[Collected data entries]

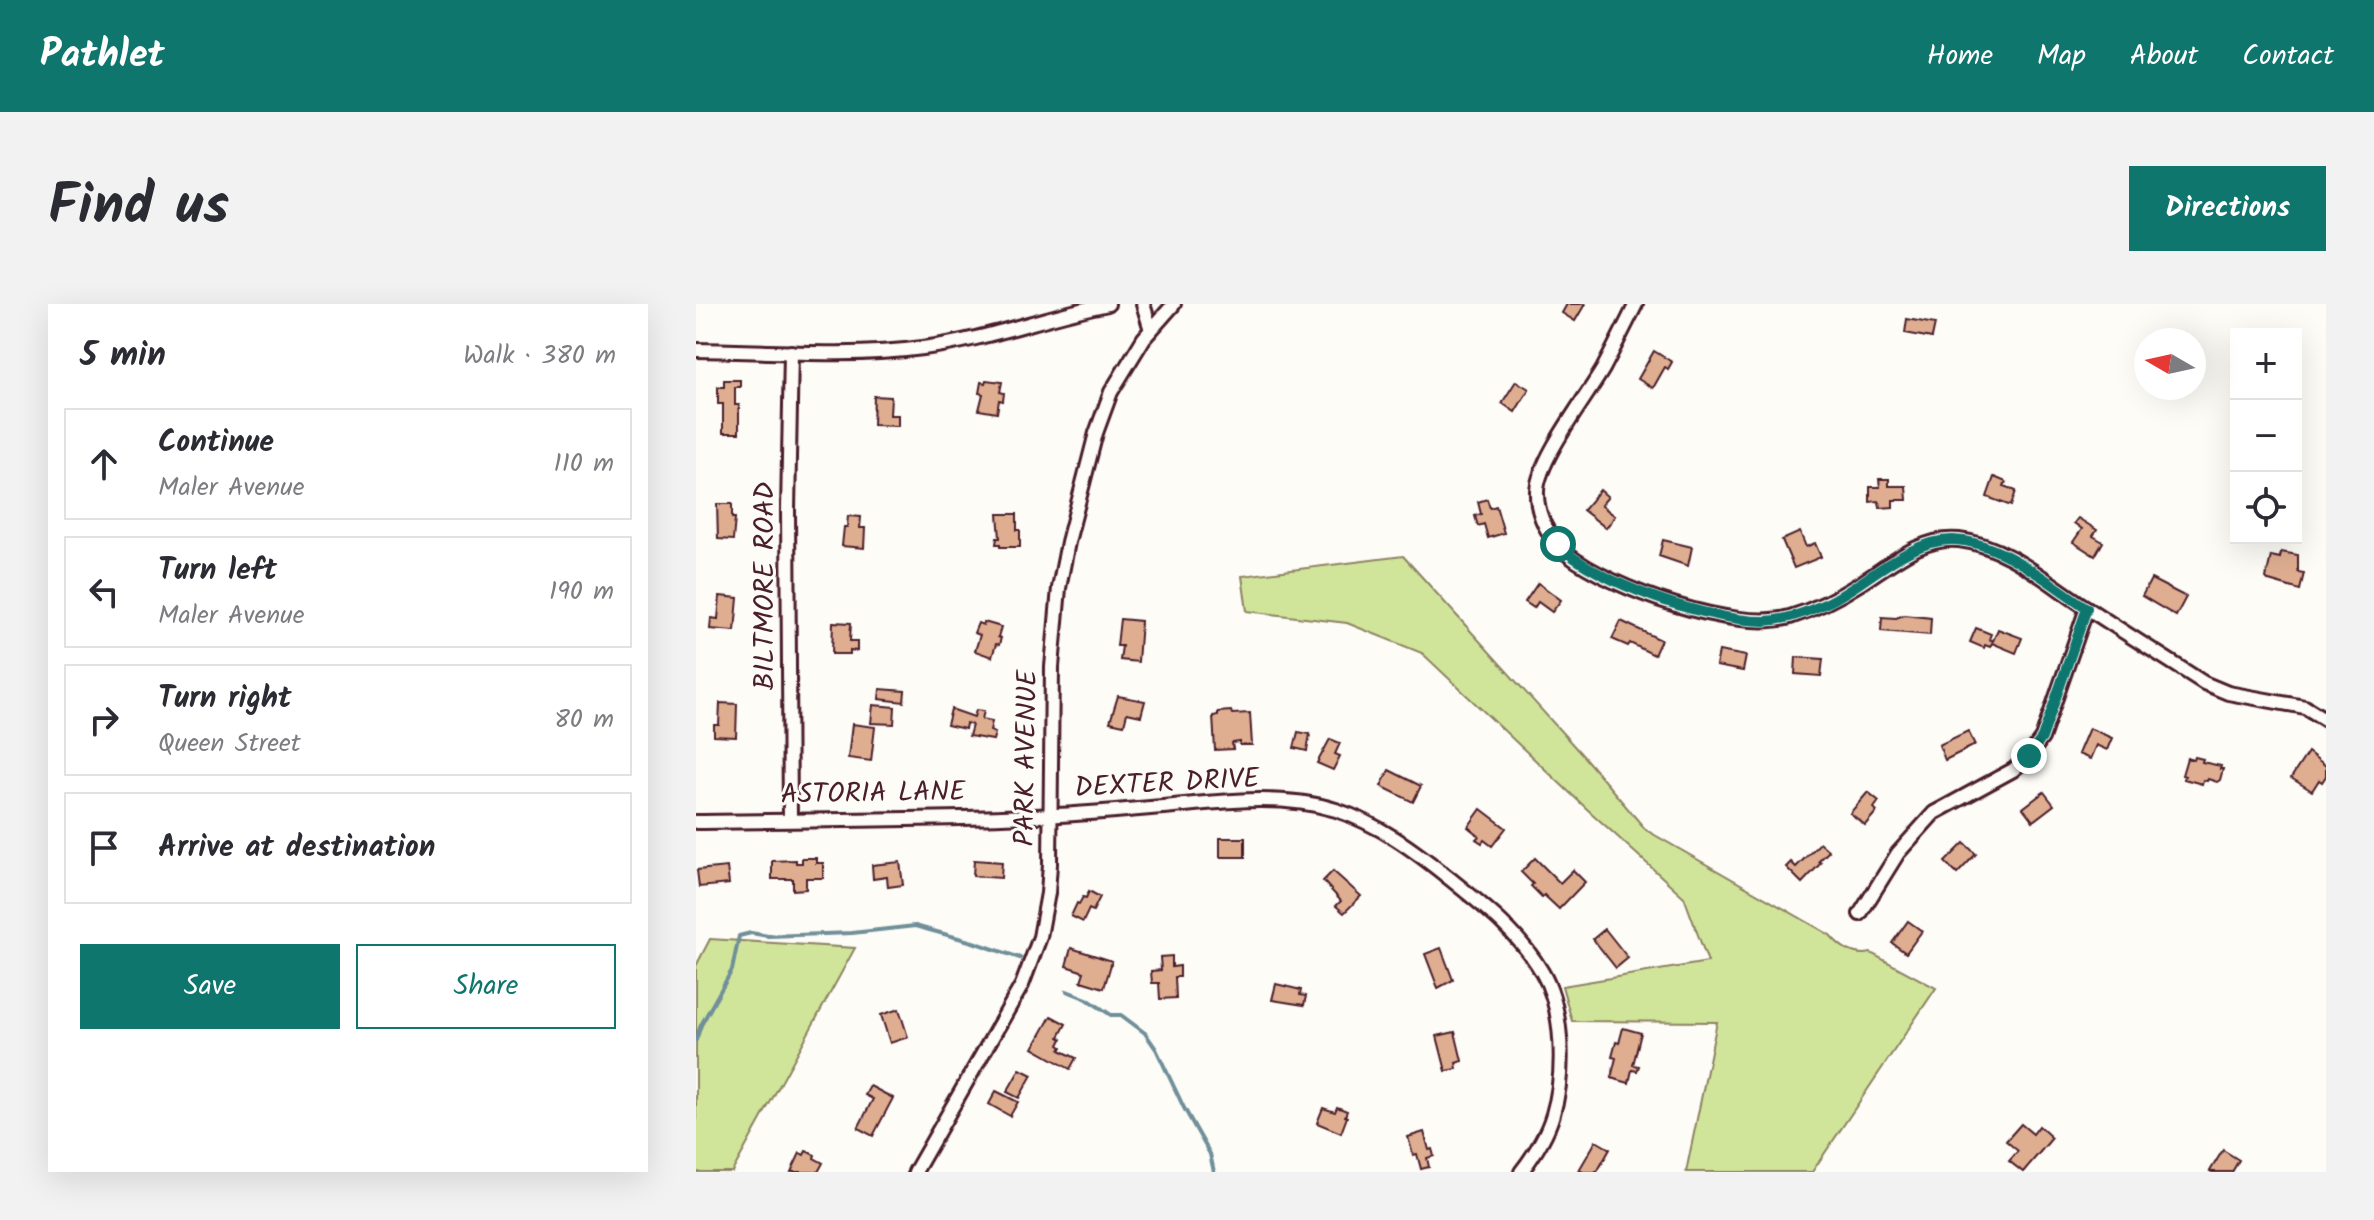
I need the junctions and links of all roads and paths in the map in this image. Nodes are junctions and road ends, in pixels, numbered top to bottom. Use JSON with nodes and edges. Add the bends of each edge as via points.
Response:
{"nodes":[{"id":1,"x":1108,"y":304,"type":"edge"},
{"id":2,"x":1143,"y":304,"type":"edge"},
{"id":3,"x":1174,"y":304,"type":"edge"},
{"id":4,"x":1636,"y":304,"type":"edge"},
{"id":5,"x":1151,"y":330,"type":"junction"},
{"id":6,"x":696,"y":350,"type":"edge"},
{"id":7,"x":791,"y":352,"type":"junction"},
{"id":8,"x":2087,"y":608,"type":"junction"},
{"id":9,"x":2326,"y":720,"type":"edge"},
{"id":10,"x":1050,"y":814,"type":"junction"},
{"id":11,"x":790,"y":820,"type":"junction"},
{"id":12,"x":696,"y":822,"type":"edge"},
{"id":13,"x":1860,"y":914,"type":"dead end"},
{"id":14,"x":915,"y":1172,"type":"edge"},
{"id":15,"x":1521,"y":1172,"type":"edge"}],
"edges":[{"from":1,"to":7,"type":"street","via":[[921,348]]},
{"from":2,"to":5,"type":"street"},
{"from":3,"to":5,"type":"street","name":"PARK AVENUE"},
{"from":4,"to":8,"type":"street","via":[[1536,488],[1548,531],[1566,553],[1597,573],[1671,603],[1769,621],[1830,601],[1923,545],[1956,540],[2013,559]]},
{"from":5,"to":10,"type":"street","name":"PARK AVENUE","via":[[1104,410],[1059,588]]},
{"from":6,"to":7,"type":"street"},
{"from":7,"to":11,"type":"street","name":"BILTMORE ROAD"},
{"from":8,"to":9,"type":"street","via":[[2204,683],[2228,693],[2305,707]]},
{"from":8,"to":13,"type":"street","via":[[2042,738],[2029,756],[1934,813],[1898,853]]},
{"from":10,"to":11,"type":"street","name":"ASTORIA LANE"},
{"from":10,"to":14,"type":"street","name":"PARK AVENUE","via":[[1048,893],[1034,956]]},
{"from":10,"to":15,"type":"street","name":"DEXTER DRIVE","via":[[1243,800],[1289,802],[1334,810],[1376,826],[1412,848],[1498,917],[1533,956],[1549,984],[1560,1041],[1557,1096],[1534,1155]]},
{"from":11,"to":12,"type":"street","name":"ASTORIA LANE"}]}
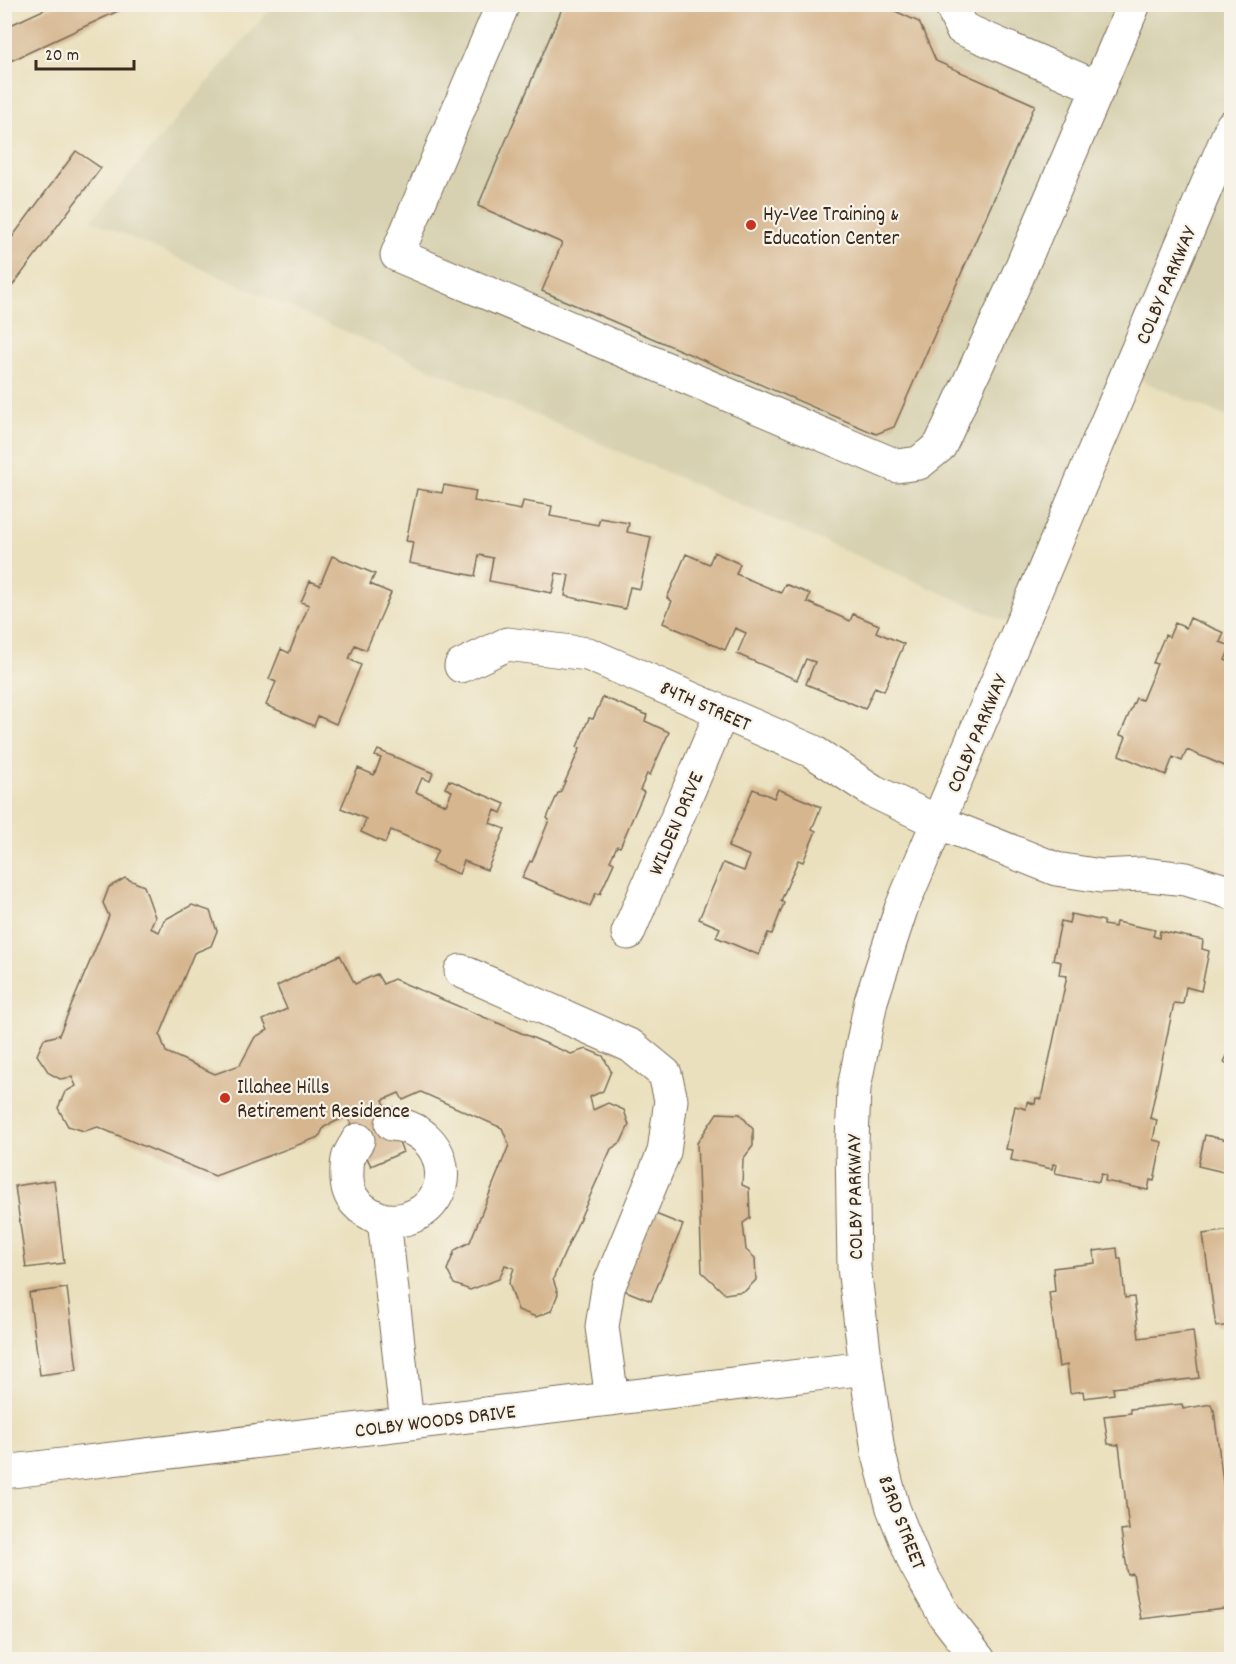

- **Requirement**:
Make a copy of each line in the records that has the word "nodes".

- **Answer for this exercise**:
I need the junctions and links of all roads and paths in the map in this image. Nodes are junctions and road ends, in pixels, numbered top to bottom. Use JSON with nodes and edges. Add the bends of each edge as via points.
{"nodes":[{"id":1,"x":1108,"y":304,"type":"edge"},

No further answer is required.